The pandemic has been hard for everyone, but none more so than a group of people who have more challenges than most at the best of times: those individuals with learning disabilities.

This week is Learning Disability Week (#LDWeek2021) and Sibusio (Busi) Mudimbu, Service Manager at Old Leigh House in Essex, reflects on how the pandemic has impacted the lives of residents and celebrates the team spirit that has helped to keep them occupied, supported and well cared for throughout.

I work at Old Leigh House, a residential service in a seaside town in Essex which supports men living with a learning disability and complex needs, and the pandemic instantly changed many of our everyday routines. Adjusting to a new routine is stressful for everyone, but especially for people with learning disabilities who can find it hard to handle. A number of research and reports have highlighted that this impact was significant for people with learning disabilities or autism.

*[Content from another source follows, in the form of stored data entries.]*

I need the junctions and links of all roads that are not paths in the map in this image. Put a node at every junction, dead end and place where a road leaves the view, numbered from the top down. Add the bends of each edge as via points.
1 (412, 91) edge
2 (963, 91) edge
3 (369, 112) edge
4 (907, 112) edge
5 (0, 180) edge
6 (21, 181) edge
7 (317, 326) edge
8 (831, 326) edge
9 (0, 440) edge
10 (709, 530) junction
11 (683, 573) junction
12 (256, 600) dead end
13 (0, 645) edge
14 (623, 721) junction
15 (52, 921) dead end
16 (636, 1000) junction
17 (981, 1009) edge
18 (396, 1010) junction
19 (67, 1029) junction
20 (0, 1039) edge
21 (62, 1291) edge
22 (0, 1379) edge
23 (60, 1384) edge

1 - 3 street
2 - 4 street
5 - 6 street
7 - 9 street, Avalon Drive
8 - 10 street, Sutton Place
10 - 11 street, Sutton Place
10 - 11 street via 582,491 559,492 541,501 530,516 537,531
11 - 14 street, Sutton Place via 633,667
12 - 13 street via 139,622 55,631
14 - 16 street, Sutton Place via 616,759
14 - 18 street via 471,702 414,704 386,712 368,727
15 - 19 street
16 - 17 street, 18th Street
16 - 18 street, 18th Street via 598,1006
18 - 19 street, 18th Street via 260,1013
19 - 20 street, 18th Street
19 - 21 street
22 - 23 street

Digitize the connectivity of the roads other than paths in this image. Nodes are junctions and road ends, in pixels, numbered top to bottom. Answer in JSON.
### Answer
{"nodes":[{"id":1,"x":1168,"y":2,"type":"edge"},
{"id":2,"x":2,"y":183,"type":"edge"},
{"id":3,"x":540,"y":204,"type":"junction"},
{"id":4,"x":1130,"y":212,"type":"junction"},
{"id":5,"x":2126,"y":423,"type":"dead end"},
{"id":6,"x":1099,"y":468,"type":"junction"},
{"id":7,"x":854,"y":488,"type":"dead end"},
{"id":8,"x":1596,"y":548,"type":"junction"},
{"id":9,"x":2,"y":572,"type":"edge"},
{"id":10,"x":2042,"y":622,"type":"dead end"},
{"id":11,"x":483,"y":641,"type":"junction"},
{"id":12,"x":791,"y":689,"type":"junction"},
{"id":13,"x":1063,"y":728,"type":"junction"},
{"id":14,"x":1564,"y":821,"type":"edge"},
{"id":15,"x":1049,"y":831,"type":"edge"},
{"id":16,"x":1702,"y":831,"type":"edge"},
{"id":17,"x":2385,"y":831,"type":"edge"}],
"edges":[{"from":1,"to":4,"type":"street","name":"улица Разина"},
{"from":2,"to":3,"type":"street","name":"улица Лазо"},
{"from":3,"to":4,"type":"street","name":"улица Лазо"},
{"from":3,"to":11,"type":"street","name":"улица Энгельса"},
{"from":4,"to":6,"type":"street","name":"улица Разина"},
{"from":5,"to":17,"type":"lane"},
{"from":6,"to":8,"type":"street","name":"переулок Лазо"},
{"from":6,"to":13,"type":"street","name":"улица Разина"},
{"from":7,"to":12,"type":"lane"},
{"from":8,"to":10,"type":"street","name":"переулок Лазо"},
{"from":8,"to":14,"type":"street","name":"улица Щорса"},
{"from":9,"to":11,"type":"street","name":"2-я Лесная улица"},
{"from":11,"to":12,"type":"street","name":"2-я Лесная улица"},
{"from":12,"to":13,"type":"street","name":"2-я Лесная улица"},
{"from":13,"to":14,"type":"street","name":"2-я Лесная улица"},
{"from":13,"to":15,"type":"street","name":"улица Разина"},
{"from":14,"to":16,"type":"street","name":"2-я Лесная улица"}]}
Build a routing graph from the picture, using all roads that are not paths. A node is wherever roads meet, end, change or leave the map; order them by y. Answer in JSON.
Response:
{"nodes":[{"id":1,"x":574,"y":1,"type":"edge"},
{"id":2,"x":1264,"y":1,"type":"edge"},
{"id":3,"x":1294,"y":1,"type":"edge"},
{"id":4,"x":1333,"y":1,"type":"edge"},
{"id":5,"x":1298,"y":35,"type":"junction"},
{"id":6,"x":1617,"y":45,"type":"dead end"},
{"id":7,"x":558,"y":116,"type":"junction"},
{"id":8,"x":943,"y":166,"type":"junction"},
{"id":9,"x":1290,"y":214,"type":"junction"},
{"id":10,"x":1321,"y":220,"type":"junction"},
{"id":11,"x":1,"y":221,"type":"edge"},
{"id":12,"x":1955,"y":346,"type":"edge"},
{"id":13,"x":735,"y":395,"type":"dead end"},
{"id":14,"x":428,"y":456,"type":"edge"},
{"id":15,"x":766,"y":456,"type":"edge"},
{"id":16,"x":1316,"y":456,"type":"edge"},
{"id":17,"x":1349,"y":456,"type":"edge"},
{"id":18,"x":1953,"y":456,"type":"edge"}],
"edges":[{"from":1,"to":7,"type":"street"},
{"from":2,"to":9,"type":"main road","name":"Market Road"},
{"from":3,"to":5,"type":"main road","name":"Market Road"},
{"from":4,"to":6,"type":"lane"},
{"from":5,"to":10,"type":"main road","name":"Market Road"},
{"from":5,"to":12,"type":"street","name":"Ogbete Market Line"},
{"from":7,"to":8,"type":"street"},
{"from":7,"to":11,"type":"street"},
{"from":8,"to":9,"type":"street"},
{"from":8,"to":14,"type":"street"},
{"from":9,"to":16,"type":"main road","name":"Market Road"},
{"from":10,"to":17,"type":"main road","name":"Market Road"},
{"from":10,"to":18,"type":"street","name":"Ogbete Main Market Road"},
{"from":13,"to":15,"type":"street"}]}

During the pandemic, I have supported our residents to live their lives as normal as possible and relieved any anxieties that may occur.

Individuals with learning disabilities may have more difficulty in understanding or implementing important public health information that can help them stay healthy and safe. We take great care to explain what is happening in a way that is simple to understand, while ensuring that the residents are well informed and follow Government guidelines.

Our Speech and Language Therapists helped us by producing easy read material so that the residents who needed communication support could better understand what was happening in a world affected by the pandemic.

Not every day has been the same, some have been challenging as some residents with regular contact with their families obviously missed their loved ones. Many normal daily activities such as home visits, shopping, going to cinema, bowling, theatres, church and college also stopped during the lockdown, which was especially hard for them.

To ease any anxieties, I made sure that the residents had regular contact with their advocates, social workers, families and friends via Zoom, Skype and telephone. That meant families continued to be a significant part of our residents’ lives. I’m a firm believer in working in partnership with families and that it has a significant benefit on the residents’ mental health and overall engagement with their support plans. Even during lockdown, families were encouraged to drop off snacks at the door so there was not a complete breakdown of contact.

Our residents have regular empowerment meetings and 1:1 nursing sessions where they can discuss how they feel about the pandemic. When it comes to looking after service users with learning disabilities, it is crucial to understand them as an individual. It is not one size fits for all and everyone has their own presentation and understanding. Some of the service users also have physical health needs, as well as challenging behaviours and a history of offending. It is all about listening to the service user and understanding what they need and what support they require.

The past 12 months have been extremely difficult for the staff too. There has been a huge turnaround from a normal working environment to being extra cautious about infection control and wearing the correct PPE. We followed all the infection control procedures and kept all staff members updated about the latest local authority information as well as sharing information from Cygnet Health Care. I’m very proud to say that we pulled together very well, and now that the restrictions are lifting, there is great optimism about the future.